[Exclusif] Les lettres d'Althusser à sa femme
17/05/11
Voici, inédites, les lettres de Louis Althusser à sa femme Hélène, qu'il étrangla en 1980, devenant ainsi le premier criminel de l'histoire de la philosophie. Chronique d'un meurtre annoncé.
en 1980. Inédites, les lettres qu'il lui a écrites sont aujourd'hui publiées. SIPA
L'histoire qu'on va lire n'en a toujours pas fini, trente ans plus tard, de propager ne sorte de terreur sacrée assortie de ricanements mauvais. Qui d'autre qu'un romancier pervers, un pasticheur de Dostoïevski mandaté par la CIA, aurait d'ailleurs pu en mettre au point l'atroce et implacable trame?
Le 16 novembre 1980 au petit matin, Louis Althusser, véritable mythe des années 1960-1970, initiateur philosophique de toute l'intelligentsia française contemporaine, étrangle sa femme Hélène rue d'Ulm, dans son appartement de l'Ecole. Déclaré irresponsable au moment des faits, il ne sera jamais jugé et survivra dix ans à son geste.

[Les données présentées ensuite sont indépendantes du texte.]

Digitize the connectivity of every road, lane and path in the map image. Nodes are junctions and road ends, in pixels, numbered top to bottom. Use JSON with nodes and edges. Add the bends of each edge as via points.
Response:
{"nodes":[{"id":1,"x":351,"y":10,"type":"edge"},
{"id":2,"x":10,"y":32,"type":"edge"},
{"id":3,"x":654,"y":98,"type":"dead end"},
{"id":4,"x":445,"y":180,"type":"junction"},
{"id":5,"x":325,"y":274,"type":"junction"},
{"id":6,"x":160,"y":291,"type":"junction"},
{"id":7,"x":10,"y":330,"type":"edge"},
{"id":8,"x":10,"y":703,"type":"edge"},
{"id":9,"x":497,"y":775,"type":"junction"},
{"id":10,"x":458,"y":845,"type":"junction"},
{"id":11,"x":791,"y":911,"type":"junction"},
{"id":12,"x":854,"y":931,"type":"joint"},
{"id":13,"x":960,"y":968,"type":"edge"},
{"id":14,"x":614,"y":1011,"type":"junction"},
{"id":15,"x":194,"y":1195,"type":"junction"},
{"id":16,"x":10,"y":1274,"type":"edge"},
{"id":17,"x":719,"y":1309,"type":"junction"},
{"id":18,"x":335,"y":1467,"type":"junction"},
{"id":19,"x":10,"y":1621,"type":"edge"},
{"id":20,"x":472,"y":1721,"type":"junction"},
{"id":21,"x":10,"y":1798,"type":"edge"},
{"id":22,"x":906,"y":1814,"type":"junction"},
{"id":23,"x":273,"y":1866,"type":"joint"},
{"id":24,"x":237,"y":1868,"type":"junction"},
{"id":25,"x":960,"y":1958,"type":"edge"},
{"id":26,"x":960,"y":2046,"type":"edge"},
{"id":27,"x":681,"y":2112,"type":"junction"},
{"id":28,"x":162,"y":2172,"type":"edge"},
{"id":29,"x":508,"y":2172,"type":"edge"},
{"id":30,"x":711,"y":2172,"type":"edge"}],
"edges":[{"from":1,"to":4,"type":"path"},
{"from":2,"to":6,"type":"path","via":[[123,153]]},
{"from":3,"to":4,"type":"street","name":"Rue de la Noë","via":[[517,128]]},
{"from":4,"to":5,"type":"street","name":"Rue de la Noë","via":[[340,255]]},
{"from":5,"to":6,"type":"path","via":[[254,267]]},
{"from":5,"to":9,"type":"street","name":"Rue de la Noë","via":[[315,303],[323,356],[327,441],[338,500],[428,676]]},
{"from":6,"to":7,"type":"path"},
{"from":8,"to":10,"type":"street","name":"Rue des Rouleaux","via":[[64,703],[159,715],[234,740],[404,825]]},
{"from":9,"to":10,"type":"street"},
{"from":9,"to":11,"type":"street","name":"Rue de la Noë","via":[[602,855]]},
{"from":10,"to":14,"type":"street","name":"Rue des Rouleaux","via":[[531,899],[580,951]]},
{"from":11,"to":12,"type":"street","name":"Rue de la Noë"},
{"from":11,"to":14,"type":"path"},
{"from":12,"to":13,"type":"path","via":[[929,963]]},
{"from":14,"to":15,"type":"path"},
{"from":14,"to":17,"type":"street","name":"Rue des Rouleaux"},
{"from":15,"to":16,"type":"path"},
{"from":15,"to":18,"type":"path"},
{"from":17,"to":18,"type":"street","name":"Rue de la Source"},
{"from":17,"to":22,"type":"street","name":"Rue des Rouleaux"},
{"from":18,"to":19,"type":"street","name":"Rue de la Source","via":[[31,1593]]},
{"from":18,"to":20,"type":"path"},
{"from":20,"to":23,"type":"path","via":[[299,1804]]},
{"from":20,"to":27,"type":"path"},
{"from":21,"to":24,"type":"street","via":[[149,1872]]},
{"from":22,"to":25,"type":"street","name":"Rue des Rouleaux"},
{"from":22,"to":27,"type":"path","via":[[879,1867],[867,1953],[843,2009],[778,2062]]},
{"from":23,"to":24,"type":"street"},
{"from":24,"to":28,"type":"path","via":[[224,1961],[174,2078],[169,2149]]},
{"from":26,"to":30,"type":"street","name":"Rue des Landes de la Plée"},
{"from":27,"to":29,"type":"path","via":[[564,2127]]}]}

Sur les ruines encore fumantes du gauchisme, neuf ans avant la chute du mur de Berlin, la déréliction criminelle du plus fascinant métaphysicien du communisme français est pour toutes sortes de revanchards une divine surprise. L'acte d'accusation définitif du marxisme normalien, le suicide enfin accompli du « moment antihumaniste » français, également incarné par Foucault, Barthes ou Lacan.
Sur cette obscure affaire, les 700 pages de lettres à sa femme apportent un éclairage inédit, complémentaire de l'autobiographie écrite par Louis Althusser après le meurtre, «l'Avenir dure longtemps», parue en 1992. A maints égards, elles constituent une réhabilitation de la figure d'Hélène Rytmann. Ainsi que le souligne Yann Moulier-Boutang, biographe d'Althusser, celle-ci fut longtemps dépeinte par les proches du philosophe, notamment par ses maîtresses, en trognon revêche, en insoutenable chienne de garde pour lequel celui-ci n'aurait eu trente-cinq ans durant qu'un attachement filial dépravé.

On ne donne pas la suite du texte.